Moody’s Corp. has integrated its platform for tracking the ratings of corporations and other related research with the Amazon Quick artificial intelligence (AI) agent as part of an effort to make financial data both more accessible and simpler to navigate.
Under the terms of the alliance, 600 million public and private entities, including firmographics, ownership, financials, macroeconomic forecasts, economic data, and news sentiment used to determine credit ratings, will be made available to the Amazon Quick AI agent via a Model Context Protocol (MCP) server that Moody’s has developed and deployed.
Over time, AI agents will make it possible to embed financial data into any number of workflows, says Cristina Pieretti, head of digital content and innovation at Moody’s.
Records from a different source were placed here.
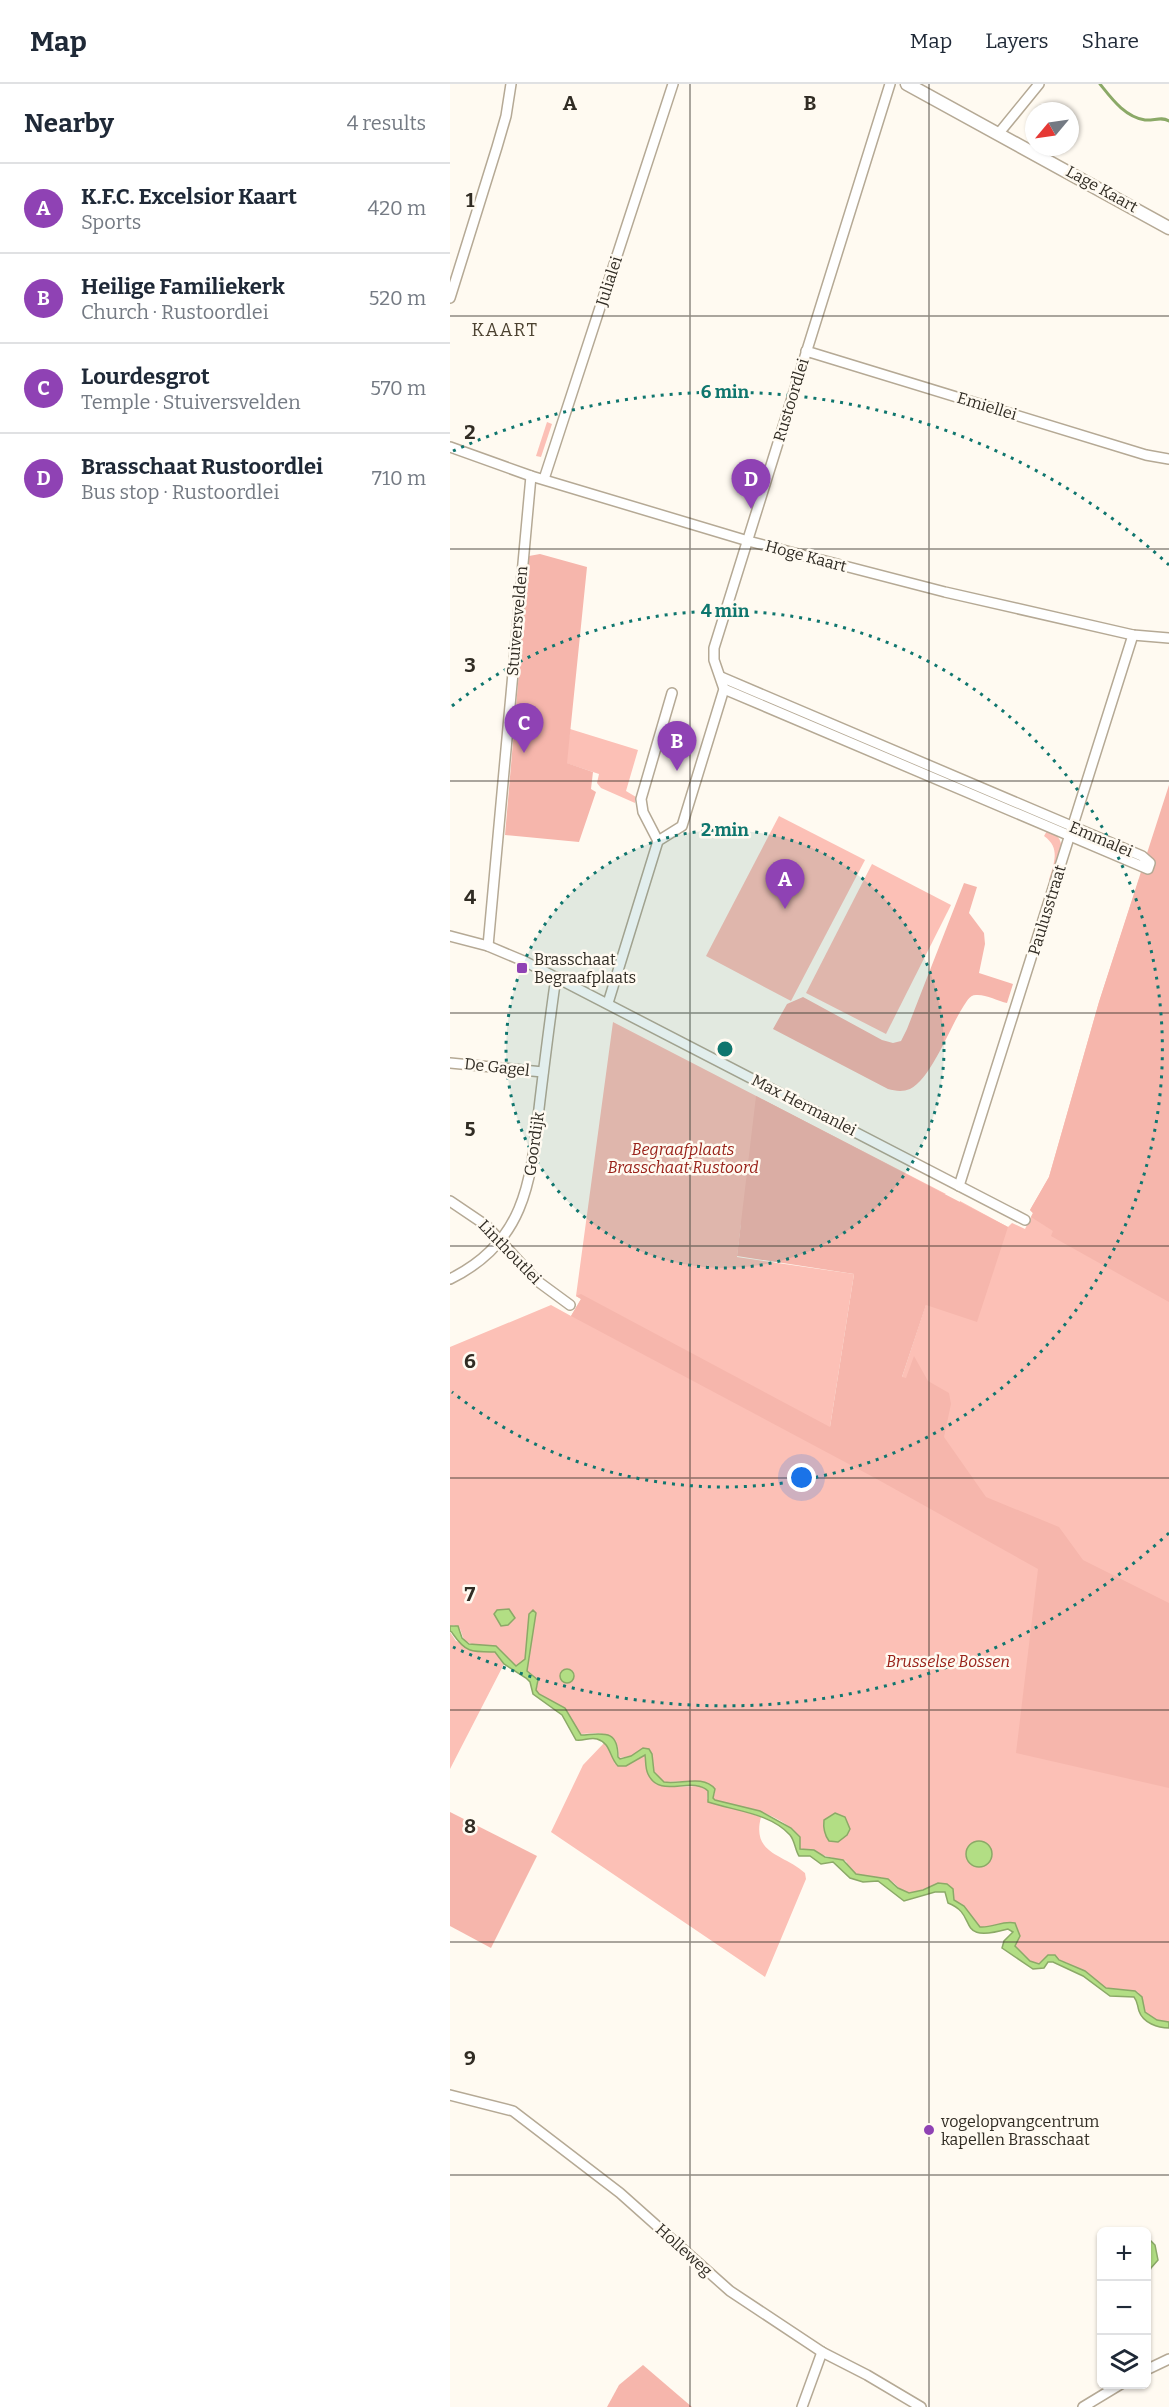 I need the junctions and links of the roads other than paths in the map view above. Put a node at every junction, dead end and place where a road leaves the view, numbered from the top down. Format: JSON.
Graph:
{"nodes":[{"id":1,"x":511,"y":84,"type":"edge"},
{"id":2,"x":673,"y":84,"type":"edge"},
{"id":3,"x":890,"y":84,"type":"edge"},
{"id":4,"x":908,"y":84,"type":"edge"},
{"id":5,"x":1039,"y":84,"type":"edge"},
{"id":6,"x":999,"y":133,"type":"junction"},
{"id":7,"x":1169,"y":228,"type":"edge"},
{"id":8,"x":450,"y":298,"type":"edge"},
{"id":9,"x":806,"y":351,"type":"junction"},
{"id":10,"x":450,"y":447,"type":"edge"},
{"id":11,"x":1169,"y":459,"type":"edge"},
{"id":12,"x":531,"y":476,"type":"junction"},
{"id":13,"x":544,"y":479,"type":"junction"},
{"id":14,"x":748,"y":541,"type":"junction"},
{"id":15,"x":1133,"y":635,"type":"junction"},
{"id":16,"x":1169,"y":638,"type":"edge"},
{"id":17,"x":721,"y":677,"type":"junction"},
{"id":18,"x":724,"y":689,"type":"junction"},
{"id":19,"x":672,"y":693,"type":"dead end"},
{"id":20,"x":1072,"y":831,"type":"junction"},
{"id":21,"x":658,"y":841,"type":"junction"},
{"id":22,"x":450,"y":936,"type":"edge"},
{"id":23,"x":488,"y":946,"type":"junction"},
{"id":24,"x":556,"y":977,"type":"junction"},
{"id":25,"x":608,"y":1003,"type":"junction"},
{"id":26,"x":450,"y":1063,"type":"edge"},
{"id":27,"x":543,"y":1072,"type":"junction"},
{"id":28,"x":960,"y":1186,"type":"junction"},
{"id":29,"x":450,"y":1201,"type":"edge"},
{"id":30,"x":1026,"y":1220,"type":"dead end"},
{"id":31,"x":501,"y":1241,"type":"junction"},
{"id":32,"x":450,"y":1279,"type":"edge"},
{"id":33,"x":570,"y":1305,"type":"dead end"},
{"id":34,"x":450,"y":2095,"type":"edge"},
{"id":35,"x":822,"y":2352,"type":"junction"},
{"id":36,"x":1169,"y":2359,"type":"edge"},
{"id":37,"x":1151,"y":2368,"type":"edge"},
{"id":38,"x":1114,"y":2389,"type":"edge"},
{"id":39,"x":802,"y":2407,"type":"edge"},
{"id":40,"x":921,"y":2407,"type":"edge"},
{"id":41,"x":1083,"y":2407,"type":"edge"}],
"edges":[{"from":1,"to":8,"type":"street"},
{"from":2,"to":13,"type":"street","name":"Julialei"},
{"from":3,"to":9,"type":"street","name":"Rustoordlei"},
{"from":4,"to":6,"type":"street","name":"Lage Kaart"},
{"from":5,"to":6,"type":"street"},
{"from":6,"to":7,"type":"street","name":"Lage Kaart"},
{"from":9,"to":11,"type":"street","name":"Emiellei"},
{"from":9,"to":14,"type":"street","name":"Rustoordlei"},
{"from":10,"to":12,"type":"street","name":"Hoge Kaart"},
{"from":12,"to":13,"type":"street","name":"Hoge Kaart"},
{"from":12,"to":23,"type":"street","name":"Stuiversvelden"},
{"from":13,"to":14,"type":"street","name":"Hoge Kaart"},
{"from":14,"to":15,"type":"street","name":"Hoge Kaart"},
{"from":14,"to":17,"type":"street","name":"Rustoordlei"},
{"from":15,"to":16,"type":"street","name":"Hoge Kaart"},
{"from":15,"to":20,"type":"street","name":"Paulusstraat"},
{"from":17,"to":18,"type":"street","name":"Rustoordlei"},
{"from":17,"to":20,"type":"street","name":"Emmalei"},
{"from":18,"to":20,"type":"street","name":"Emmalei"},
{"from":18,"to":21,"type":"street"},
{"from":19,"to":21,"type":"street"},
{"from":20,"to":20,"type":"street","name":"Emmalei"},
{"from":20,"to":28,"type":"street","name":"Paulusstraat"},
{"from":21,"to":25,"type":"street"},
{"from":22,"to":23,"type":"street","name":"Max Hermanlei"},
{"from":23,"to":24,"type":"street","name":"Max Hermanlei"},
{"from":24,"to":25,"type":"street","name":"Max Hermanlei"},
{"from":24,"to":27,"type":"street","name":"Goordijk"},
{"from":25,"to":28,"type":"street","name":"Max Hermanlei"},
{"from":26,"to":27,"type":"street","name":"De Gagel"},
{"from":27,"to":31,"type":"street","name":"Goordijk"},
{"from":28,"to":30,"type":"street","name":"Max Hermanlei"},
{"from":29,"to":31,"type":"street","name":"Linthoutlei"},
{"from":31,"to":32,"type":"street","name":"Goordijk"},
{"from":31,"to":33,"type":"street","name":"Linthoutlei"},
{"from":34,"to":35,"type":"street","name":"Holleweg"},
{"from":35,"to":39,"type":"street"},
{"from":35,"to":40,"type":"street","name":"Holleweg"},
{"from":36,"to":37,"type":"street"},
{"from":38,"to":41,"type":"street"}]} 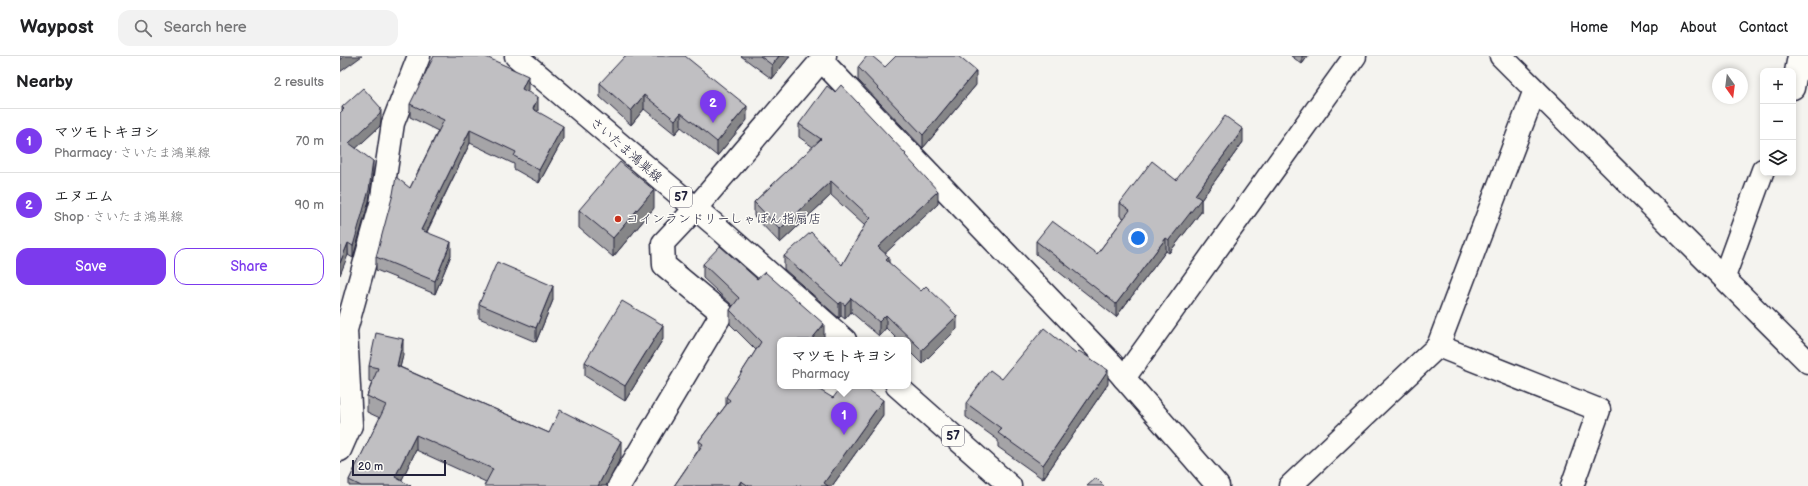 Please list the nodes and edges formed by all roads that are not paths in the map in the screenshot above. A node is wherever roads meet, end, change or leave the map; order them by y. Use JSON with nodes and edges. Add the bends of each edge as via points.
{"nodes":[{"id":1,"x":419,"y":56,"type":"edge"},
{"id":2,"x":516,"y":56,"type":"edge"},
{"id":3,"x":1355,"y":56,"type":"edge"},
{"id":4,"x":1501,"y":56,"type":"edge"},
{"id":5,"x":1799,"y":56,"type":"edge"},
{"id":6,"x":823,"y":59,"type":"edge"},
{"id":7,"x":1796,"y":72,"type":"edge"},
{"id":8,"x":1535,"y":90,"type":"junction"},
{"id":9,"x":1761,"y":176,"type":"edge"},
{"id":10,"x":696,"y":209,"type":"junction"},
{"id":11,"x":1724,"y":277,"type":"junction"},
{"id":12,"x":842,"y":337,"type":"edge"},
{"id":13,"x":1438,"y":346,"type":"junction"},
{"id":14,"x":1808,"y":362,"type":"edge"},
{"id":15,"x":1124,"y":378,"type":"junction"},
{"id":16,"x":900,"y":389,"type":"edge"},
{"id":17,"x":340,"y":450,"type":"edge"},
{"id":18,"x":619,"y":486,"type":"edge"},
{"id":19,"x":1010,"y":486,"type":"edge"},
{"id":20,"x":1218,"y":486,"type":"edge"},
{"id":21,"x":1290,"y":486,"type":"edge"},
{"id":22,"x":1572,"y":486,"type":"edge"}],
"edges":[{"from":1,"to":17,"type":"street","via":[[393,122],[381,204],[346,330],[351,425]]},
{"from":2,"to":10,"type":"street","name":"さいたま鴻巣線","number":"57"},
{"from":3,"to":15,"type":"street"},
{"from":4,"to":8,"type":"street"},
{"from":5,"to":7,"type":"street"},
{"from":6,"to":10,"type":"street"},
{"from":6,"to":15,"type":"street"},
{"from":8,"to":11,"type":"street"},
{"from":8,"to":13,"type":"street"},
{"from":9,"to":11,"type":"street"},
{"from":10,"to":12,"type":"street","name":"さいたま鴻巣線","number":"57"},
{"from":10,"to":18,"type":"street","via":[[663,243],[664,265],[722,313]]},
{"from":11,"to":14,"type":"street"},
{"from":13,"to":21,"type":"street"},
{"from":13,"to":22,"type":"street","via":[[1599,410]]},
{"from":15,"to":20,"type":"street"},
{"from":16,"to":19,"type":"street","number":"57"}]} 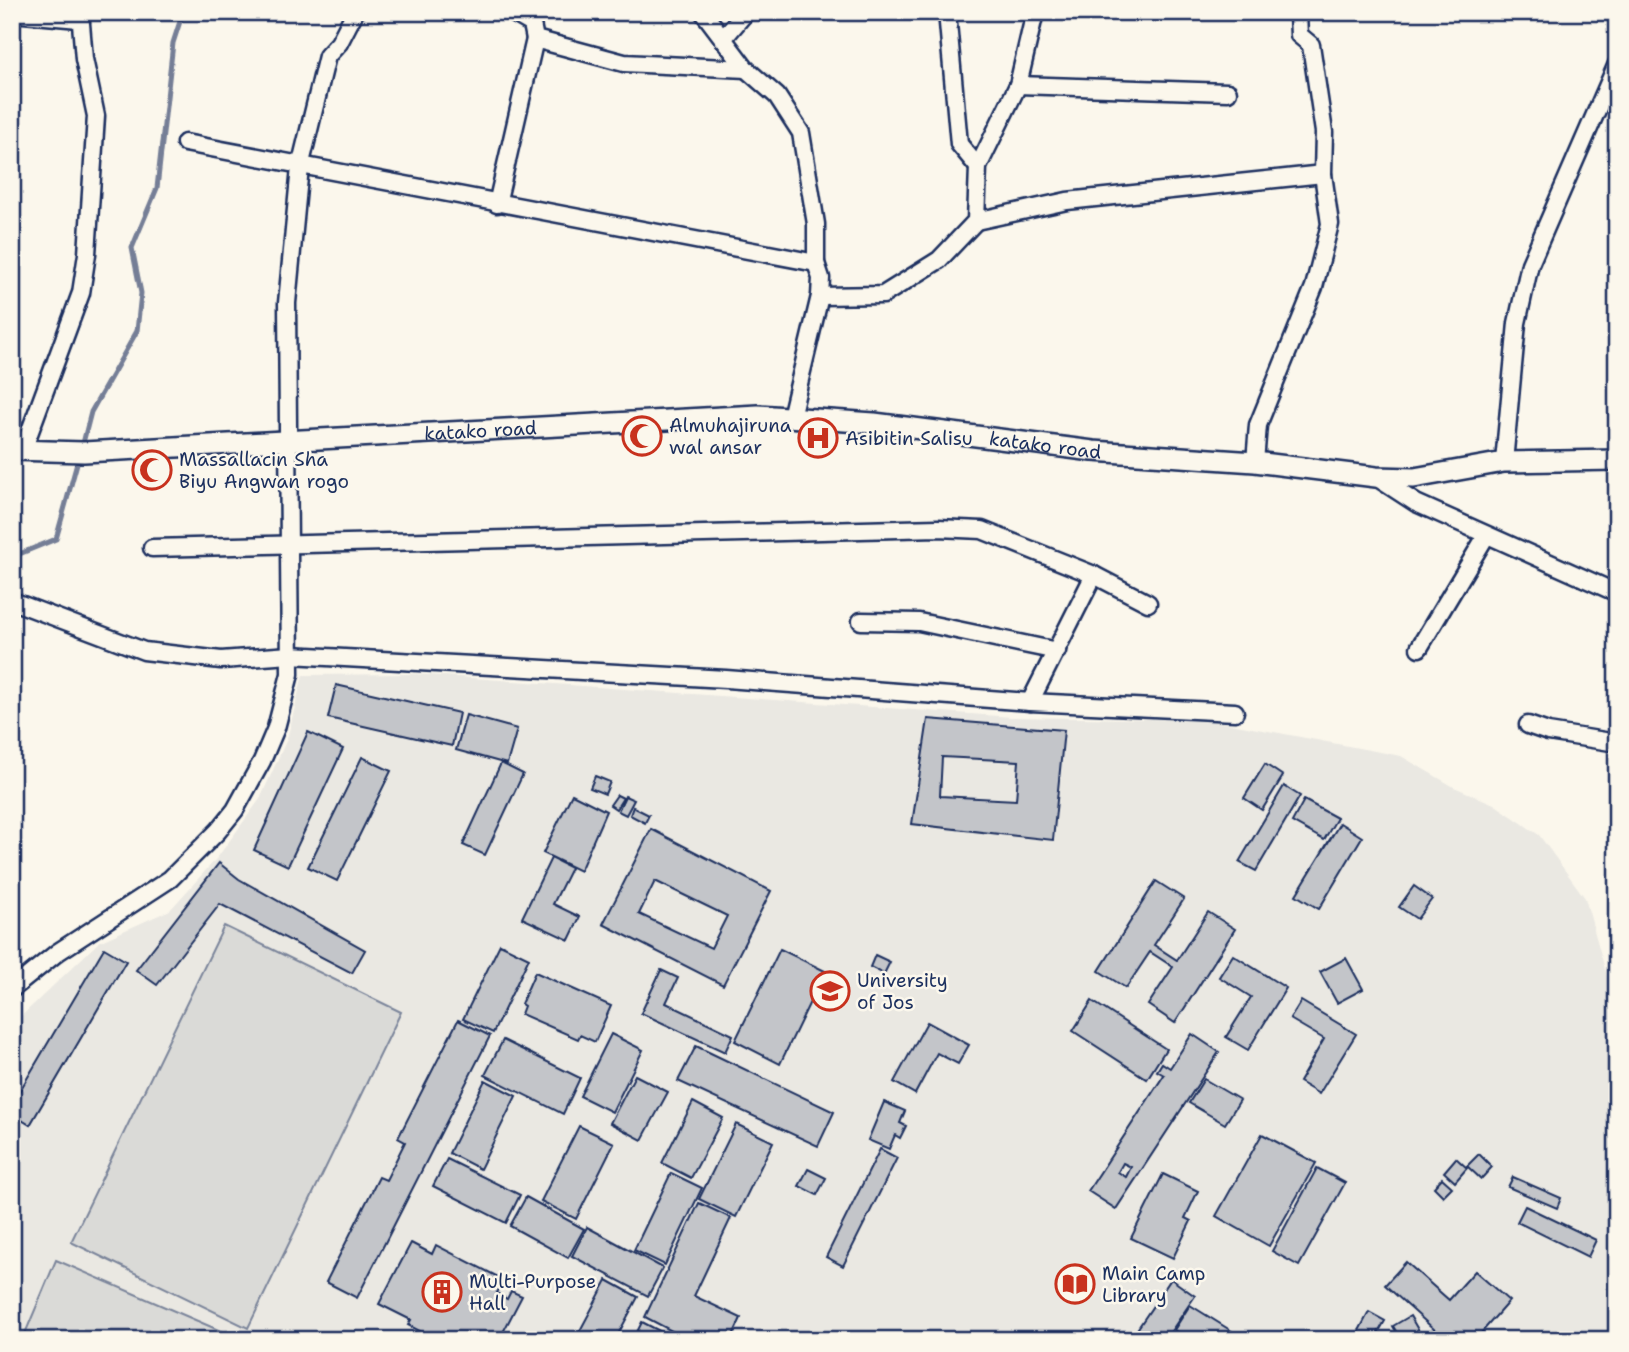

The overall goal is to make financial data from a trusted source more accessible to a broader range of end users, she adds. “It changes the dynamics completely,” says Pieretti.
As data becomes more widely accessible in the age of AI, the provenance of the information being surfaced by AI models matters more than ever. There is, for example, a significant difference in the value of a report from a Moody’s analyst than an opinion that might have been expressed on a social media post that doesn’t make clear what bias helped shape it.
In the case of Moody’s, that means working with multiple providers of AI agents to ensure that financial data is being securely and safely accessed, says Pieretti. Most of the end users of Moody’s services are almost by definition risk averse so it’s crucial that whatever output generated by AI agents is validated, she adds.
Eventually, every organization that collects and analyzes data is going to want to have more control over how AI agents interact with its assets. Most of that data today sits behind a firewall that prevents it from being used to train AI models. The challenge and the opportunity is to apply AI to that data in a way that enables an organization to broaden the scope of the services they provide. Digital CxOs, naturally, will be at the forefront of many of those initiatives. The challenge and the opportunity, as always, is as much about working through the policies and guardrails that need to be put in place as it is mastering the underlying AI tools and platforms.
It’s not clear to what degree AI agents might become the primary tool used to analyze financial data but given the volume of it there’s little doubt that humans are already being overwhelmed. AI agents create an opportunity to instantly analyze datasets using a dashboard that has been specifically designed to highlight the most relevant insights. Today, far too many financial professionals are dependent on a set of general purpose dashboards that don’t always lend themselves easily to every use case.
Regardless of approach, the one thing that is certain is that as new data becomes available it’s becoming a lot easier in the age of AI to surface truly actionable intelligence versus yet another report that hardly anyone actually bothers to read simply because there is too much reliance on trailing indicators that no amount of effort is going to meaningfully change.